I wrote code with networkx to parse this graph dot file and then follow the plan topologically, spinning up packer, terraform, bash scripts, compilation and so on. It also executes graph nodes in parallel where it can.
My problem with bash pipelines is passing data along and referring to previous steps' data. You kind of need to enrich the data that goes along the pipeline. In my use case, I need to pass along outputs from previous instantiations.
> The fundamental problem of shells is they are required to be two things.
> A high-frequency REPL, which requires terseness, short command names, little to no syntax, implicit rather than explicit, so as to minimize the duration of REPL cycles.
> A programming language, which requires readable and maintainable syntax, static types, modules, visibility, declarations, explicit configuration rather than implicit conventions.
> And you can’t do both. You can’t be explicit and implicit, you can’t be terse and readable, you can’t be flexible and robust.
Of course you can. Lisp is an existence proof. You get the best of both worlds by starting with a simple dynamic language and adding declarations and type inference on top in a backwards-compatible transparent way.
Just because no one does this doesn't mean it can't be done.
Forth is the first "shell" that ever ends up on a new piece of computing hardware. You get a REPL + programming environment from scratch by implementing just 28 words in hand-written assembly.[0]
Most programmers can get it running in just a few days, even with no prior knowledge. (Lisp is also famously small to implement.)
> Just because no one does this doesn't mean it can't be done.
The correct way would seem to be to write four python programs, named pcat, pgrep, psort, and puniq, and then pipe the output of one program to the other program. The only advantage would be that it should be able to work in any operating system with a python environment.
Ideally each program would have the same functionality and resilience as the original bash programs. The argparse module (for accepting the same options at the command line as the origals) and pathlib module (for portability to Windows as well as Linux and Mac) would be useful.
Now, is it really worth the trouble of doing this?
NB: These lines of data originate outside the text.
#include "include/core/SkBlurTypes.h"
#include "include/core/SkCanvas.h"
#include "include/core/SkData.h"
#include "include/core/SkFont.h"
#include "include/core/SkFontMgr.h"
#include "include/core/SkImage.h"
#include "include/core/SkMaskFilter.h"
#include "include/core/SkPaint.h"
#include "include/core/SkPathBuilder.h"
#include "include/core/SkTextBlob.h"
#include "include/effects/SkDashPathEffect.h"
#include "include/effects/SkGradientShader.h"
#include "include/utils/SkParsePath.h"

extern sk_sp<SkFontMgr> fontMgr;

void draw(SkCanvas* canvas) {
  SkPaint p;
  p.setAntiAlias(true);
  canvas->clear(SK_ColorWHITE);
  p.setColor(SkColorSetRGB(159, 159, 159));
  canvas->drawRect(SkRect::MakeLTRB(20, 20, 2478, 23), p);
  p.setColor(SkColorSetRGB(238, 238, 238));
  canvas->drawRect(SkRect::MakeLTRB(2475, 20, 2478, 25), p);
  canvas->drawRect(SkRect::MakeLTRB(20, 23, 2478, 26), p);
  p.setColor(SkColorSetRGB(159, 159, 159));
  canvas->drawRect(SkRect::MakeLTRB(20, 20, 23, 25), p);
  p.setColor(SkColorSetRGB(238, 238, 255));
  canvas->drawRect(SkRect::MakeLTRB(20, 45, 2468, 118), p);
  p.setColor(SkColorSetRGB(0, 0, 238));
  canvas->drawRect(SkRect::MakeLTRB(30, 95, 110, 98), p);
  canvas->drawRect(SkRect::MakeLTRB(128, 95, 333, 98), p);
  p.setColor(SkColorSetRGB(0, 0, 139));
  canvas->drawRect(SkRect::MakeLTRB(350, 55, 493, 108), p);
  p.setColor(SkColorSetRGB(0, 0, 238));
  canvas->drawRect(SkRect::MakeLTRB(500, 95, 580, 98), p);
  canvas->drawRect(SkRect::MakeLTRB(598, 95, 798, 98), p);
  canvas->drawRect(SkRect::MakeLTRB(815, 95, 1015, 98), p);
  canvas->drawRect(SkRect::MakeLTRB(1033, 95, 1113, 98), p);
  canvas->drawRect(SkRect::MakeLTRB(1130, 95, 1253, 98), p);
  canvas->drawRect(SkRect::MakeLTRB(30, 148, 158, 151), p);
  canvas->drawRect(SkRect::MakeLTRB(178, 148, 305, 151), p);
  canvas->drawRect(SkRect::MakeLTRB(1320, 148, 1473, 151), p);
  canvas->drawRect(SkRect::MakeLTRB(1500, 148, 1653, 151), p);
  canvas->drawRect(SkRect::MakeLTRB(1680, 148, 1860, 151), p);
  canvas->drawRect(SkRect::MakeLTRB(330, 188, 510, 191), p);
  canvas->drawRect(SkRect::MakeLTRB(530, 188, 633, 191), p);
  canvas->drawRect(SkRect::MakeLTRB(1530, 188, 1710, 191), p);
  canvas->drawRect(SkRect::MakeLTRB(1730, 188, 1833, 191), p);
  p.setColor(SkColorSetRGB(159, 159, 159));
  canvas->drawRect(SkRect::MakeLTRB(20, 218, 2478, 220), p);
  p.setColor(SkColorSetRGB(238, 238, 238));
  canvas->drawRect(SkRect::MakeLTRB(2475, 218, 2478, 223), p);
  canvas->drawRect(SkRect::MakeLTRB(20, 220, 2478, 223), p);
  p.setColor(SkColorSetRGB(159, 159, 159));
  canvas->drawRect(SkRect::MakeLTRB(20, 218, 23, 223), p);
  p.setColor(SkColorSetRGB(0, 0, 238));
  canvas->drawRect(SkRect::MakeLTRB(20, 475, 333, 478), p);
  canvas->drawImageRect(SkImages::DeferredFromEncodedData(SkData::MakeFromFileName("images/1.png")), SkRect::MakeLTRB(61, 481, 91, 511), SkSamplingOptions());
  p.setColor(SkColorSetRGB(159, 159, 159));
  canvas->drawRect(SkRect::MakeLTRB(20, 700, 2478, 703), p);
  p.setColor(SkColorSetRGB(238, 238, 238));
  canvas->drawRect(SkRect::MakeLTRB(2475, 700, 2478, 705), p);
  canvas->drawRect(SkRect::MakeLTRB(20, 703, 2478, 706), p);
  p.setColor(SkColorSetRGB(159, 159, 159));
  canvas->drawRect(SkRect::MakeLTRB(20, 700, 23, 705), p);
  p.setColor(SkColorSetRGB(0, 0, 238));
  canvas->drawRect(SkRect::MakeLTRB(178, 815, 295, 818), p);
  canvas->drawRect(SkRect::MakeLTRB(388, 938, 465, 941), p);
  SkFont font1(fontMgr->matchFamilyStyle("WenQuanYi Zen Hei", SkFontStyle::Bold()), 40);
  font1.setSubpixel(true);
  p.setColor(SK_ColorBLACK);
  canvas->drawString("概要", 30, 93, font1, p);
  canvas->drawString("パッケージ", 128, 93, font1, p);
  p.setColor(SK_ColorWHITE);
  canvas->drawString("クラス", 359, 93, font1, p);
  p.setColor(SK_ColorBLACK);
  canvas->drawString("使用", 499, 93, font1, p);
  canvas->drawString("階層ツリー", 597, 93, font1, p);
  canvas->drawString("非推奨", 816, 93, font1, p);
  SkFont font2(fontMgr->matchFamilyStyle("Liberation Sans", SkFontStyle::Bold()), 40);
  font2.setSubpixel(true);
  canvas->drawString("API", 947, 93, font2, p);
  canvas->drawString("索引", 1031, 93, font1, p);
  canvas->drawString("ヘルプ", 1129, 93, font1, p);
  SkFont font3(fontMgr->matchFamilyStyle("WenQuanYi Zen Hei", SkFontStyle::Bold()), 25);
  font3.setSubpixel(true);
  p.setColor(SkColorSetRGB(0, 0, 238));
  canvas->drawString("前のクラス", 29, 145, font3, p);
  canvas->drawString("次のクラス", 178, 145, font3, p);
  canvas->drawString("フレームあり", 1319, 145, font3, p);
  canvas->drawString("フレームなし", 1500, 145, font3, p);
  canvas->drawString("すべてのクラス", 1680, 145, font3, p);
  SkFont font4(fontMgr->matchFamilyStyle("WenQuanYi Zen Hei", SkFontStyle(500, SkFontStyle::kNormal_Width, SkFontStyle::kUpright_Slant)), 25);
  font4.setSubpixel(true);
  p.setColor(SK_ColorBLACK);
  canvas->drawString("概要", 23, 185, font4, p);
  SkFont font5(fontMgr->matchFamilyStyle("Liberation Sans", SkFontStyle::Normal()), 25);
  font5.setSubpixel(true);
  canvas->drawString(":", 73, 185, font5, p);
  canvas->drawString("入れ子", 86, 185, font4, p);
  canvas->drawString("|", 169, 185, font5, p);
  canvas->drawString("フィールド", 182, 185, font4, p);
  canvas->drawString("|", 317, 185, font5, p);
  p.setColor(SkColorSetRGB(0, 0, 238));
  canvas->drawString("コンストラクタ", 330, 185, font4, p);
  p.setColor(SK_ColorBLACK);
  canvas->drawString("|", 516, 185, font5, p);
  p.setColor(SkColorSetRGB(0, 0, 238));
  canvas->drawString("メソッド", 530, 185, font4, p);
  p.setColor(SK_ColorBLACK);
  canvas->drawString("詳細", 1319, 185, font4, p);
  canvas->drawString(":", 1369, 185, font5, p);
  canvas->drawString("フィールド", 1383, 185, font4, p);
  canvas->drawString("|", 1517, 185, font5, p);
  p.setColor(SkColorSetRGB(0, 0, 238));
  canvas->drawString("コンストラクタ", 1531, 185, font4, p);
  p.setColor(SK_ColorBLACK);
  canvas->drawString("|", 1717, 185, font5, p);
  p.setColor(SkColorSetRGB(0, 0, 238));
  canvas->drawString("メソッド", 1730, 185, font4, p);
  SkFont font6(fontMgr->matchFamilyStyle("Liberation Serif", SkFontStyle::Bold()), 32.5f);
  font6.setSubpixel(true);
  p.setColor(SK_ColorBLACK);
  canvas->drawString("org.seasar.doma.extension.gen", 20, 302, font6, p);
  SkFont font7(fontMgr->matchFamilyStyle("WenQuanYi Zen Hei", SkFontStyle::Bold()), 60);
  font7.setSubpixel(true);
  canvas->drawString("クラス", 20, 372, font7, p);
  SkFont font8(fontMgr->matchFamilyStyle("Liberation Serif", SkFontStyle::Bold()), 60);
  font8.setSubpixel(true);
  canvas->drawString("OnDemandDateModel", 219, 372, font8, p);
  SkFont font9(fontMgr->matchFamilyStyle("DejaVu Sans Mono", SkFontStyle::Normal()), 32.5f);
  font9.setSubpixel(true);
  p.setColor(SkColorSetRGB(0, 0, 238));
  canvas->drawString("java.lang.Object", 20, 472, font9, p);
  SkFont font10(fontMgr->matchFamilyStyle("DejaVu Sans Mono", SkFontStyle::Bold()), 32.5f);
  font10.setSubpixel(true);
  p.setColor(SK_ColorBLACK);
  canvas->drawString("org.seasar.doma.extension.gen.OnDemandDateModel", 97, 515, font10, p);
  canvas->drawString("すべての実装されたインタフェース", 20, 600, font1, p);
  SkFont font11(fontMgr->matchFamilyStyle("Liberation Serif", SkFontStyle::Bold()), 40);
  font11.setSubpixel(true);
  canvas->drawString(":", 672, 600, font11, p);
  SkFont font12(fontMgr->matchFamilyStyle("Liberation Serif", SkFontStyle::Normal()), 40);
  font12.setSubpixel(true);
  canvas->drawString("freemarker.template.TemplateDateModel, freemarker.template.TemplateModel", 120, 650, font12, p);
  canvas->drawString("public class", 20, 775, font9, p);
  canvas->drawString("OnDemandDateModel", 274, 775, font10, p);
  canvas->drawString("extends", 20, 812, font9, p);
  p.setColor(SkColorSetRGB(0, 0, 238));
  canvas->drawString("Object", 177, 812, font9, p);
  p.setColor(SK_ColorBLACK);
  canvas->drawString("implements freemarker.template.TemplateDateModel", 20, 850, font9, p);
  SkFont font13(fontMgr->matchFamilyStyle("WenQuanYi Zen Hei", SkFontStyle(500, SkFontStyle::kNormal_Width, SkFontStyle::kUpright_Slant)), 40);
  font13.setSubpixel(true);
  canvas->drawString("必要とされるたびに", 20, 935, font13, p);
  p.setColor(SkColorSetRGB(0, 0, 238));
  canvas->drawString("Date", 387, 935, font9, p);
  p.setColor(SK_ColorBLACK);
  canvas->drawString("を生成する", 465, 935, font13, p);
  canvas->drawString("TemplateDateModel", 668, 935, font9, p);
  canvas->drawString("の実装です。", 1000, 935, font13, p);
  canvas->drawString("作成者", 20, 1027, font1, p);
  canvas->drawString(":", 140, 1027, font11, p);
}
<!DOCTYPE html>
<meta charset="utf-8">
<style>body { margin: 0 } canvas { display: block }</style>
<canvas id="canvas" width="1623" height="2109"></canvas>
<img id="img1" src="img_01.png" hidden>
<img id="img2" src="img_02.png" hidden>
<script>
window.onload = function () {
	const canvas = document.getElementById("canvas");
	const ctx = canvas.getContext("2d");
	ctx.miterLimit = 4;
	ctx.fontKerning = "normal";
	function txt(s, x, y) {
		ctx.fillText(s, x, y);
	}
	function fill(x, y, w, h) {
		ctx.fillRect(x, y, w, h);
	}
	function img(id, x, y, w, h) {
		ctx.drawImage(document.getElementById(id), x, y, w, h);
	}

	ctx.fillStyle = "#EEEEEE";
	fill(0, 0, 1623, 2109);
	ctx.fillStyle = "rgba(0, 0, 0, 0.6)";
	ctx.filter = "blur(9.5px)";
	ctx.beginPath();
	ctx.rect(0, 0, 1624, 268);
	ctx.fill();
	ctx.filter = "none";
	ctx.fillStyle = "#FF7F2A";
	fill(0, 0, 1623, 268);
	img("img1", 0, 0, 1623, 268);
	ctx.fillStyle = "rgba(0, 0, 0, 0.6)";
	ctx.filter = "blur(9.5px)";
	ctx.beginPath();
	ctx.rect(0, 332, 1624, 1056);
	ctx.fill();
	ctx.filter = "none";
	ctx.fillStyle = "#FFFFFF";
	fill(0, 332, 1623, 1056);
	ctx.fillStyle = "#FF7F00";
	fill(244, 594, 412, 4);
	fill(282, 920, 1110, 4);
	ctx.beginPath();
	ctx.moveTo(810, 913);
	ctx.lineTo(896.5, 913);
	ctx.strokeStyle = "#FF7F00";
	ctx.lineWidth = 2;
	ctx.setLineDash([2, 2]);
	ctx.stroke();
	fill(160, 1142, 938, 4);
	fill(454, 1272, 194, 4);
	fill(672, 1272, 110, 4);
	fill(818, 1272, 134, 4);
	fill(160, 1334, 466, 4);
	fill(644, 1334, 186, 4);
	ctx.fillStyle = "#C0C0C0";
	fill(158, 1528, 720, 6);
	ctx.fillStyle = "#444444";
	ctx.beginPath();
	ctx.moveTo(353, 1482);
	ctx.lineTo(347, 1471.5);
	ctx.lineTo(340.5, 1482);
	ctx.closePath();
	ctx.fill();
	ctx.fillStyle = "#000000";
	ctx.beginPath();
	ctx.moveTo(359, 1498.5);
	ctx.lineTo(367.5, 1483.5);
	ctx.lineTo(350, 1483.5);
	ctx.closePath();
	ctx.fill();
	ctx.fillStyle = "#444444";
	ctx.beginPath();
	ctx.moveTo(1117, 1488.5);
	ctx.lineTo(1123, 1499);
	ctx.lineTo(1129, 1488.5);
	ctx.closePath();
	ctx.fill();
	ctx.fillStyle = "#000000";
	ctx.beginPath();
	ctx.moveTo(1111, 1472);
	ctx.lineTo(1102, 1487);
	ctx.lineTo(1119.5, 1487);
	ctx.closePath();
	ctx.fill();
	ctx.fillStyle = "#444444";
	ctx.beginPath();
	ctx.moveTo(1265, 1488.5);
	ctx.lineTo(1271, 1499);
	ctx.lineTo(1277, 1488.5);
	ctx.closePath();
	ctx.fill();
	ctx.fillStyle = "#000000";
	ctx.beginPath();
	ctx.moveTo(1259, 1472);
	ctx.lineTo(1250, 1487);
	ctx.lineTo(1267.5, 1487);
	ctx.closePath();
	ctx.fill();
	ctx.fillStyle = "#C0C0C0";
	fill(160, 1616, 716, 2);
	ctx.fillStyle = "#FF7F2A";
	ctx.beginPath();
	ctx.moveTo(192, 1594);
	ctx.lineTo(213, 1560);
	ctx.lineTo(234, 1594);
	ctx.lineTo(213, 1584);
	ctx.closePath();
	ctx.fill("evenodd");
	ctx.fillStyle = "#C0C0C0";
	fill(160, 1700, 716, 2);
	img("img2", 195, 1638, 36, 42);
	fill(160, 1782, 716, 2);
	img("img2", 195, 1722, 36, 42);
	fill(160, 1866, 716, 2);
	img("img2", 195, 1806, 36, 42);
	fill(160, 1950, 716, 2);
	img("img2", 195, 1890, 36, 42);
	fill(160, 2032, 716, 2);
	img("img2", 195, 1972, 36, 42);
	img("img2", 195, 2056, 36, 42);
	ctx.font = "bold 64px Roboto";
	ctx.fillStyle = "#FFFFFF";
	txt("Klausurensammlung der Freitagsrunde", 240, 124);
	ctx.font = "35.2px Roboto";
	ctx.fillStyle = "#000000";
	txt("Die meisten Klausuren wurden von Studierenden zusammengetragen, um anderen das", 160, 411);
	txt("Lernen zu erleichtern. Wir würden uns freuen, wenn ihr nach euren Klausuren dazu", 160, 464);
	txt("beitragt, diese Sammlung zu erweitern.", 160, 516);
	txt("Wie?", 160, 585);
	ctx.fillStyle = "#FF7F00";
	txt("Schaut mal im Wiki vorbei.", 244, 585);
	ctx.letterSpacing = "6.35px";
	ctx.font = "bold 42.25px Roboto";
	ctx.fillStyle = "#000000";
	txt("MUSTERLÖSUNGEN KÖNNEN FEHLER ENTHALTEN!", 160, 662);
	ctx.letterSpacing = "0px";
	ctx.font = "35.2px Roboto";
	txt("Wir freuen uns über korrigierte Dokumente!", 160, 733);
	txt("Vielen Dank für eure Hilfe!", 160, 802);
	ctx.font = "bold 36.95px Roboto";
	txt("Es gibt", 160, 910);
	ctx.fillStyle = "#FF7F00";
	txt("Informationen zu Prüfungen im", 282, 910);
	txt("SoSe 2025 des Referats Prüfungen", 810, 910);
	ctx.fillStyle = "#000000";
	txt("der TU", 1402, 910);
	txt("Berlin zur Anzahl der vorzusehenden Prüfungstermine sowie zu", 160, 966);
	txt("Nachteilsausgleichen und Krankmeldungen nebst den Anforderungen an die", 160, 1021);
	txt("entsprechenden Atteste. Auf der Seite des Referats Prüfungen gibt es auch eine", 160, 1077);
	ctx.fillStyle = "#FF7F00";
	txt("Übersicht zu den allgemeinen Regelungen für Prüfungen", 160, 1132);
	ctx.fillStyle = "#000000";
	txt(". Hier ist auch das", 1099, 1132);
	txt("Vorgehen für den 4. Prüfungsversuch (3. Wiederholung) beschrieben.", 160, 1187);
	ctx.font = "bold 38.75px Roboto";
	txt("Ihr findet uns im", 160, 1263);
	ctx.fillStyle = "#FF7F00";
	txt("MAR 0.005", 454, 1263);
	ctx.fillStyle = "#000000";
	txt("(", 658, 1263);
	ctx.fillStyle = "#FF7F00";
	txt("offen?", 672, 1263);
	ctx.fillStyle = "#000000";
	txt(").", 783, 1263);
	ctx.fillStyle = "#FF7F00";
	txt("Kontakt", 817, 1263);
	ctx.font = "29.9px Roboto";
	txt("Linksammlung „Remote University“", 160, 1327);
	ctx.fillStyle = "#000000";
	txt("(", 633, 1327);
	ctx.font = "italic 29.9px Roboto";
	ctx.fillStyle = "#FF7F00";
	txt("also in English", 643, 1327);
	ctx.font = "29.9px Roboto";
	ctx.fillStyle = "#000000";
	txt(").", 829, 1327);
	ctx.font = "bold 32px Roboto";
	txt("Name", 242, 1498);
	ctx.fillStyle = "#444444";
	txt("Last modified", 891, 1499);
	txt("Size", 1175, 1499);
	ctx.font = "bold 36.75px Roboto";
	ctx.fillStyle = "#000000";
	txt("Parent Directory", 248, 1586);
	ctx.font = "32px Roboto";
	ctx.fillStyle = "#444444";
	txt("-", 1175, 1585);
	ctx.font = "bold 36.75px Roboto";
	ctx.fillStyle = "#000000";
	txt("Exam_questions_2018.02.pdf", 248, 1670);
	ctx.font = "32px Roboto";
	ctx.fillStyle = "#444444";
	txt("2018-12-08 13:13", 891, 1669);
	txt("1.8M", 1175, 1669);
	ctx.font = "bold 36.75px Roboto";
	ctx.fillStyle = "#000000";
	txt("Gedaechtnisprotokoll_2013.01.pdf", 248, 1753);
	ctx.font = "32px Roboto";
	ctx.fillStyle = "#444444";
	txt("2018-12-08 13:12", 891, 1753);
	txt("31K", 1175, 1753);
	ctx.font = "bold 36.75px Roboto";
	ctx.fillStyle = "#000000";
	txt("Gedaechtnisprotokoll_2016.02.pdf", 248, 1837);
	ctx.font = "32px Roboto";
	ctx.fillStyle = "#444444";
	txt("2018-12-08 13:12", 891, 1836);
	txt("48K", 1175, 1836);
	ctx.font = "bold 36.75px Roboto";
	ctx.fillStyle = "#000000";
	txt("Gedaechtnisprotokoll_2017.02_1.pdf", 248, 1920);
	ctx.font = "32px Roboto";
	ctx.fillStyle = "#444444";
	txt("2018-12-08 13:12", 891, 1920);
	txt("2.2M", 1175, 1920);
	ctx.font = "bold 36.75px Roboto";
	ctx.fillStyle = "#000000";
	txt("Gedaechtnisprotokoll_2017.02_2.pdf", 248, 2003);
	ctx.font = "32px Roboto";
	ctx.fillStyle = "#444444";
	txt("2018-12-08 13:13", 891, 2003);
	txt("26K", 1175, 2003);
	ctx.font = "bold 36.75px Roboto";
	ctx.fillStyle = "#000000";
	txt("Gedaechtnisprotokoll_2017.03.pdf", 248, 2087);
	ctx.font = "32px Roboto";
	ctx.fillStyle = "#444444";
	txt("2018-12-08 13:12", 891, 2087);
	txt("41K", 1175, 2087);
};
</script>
Possibly, at least as part of an educational Python program. Implementing all of grep's functionality would be a big job, however.
You can fork and pipe between python functions perfectly well. It just needs a lot of boilerplate (that you can easily abstract away). Also, you will get most of the problems of piping in Bash imported into Python.
But the real question is why are you piping those? Almost always, piping is not the end-goal, and this is certainly one of those cases.
I’ve written about this problem previously and it is a problem I’m attempting to solve with my own shell (along with the added problem that most shells still have a UI from the 80s).
I do think it is possible to find a sane middle ground however it’s not an easy task negotiating the right compromises to make. Plus any shell that does achieve this wouldn’t be POSIX compliant, which then automatically breaks support with sh/Bash etc.
The conclusion is eerily close to using a programming language, Python say, having a natural library API for that, and then a small `if __name__ == '__main__'` that parses args (with argoarse or docopt or whatever) and calls it.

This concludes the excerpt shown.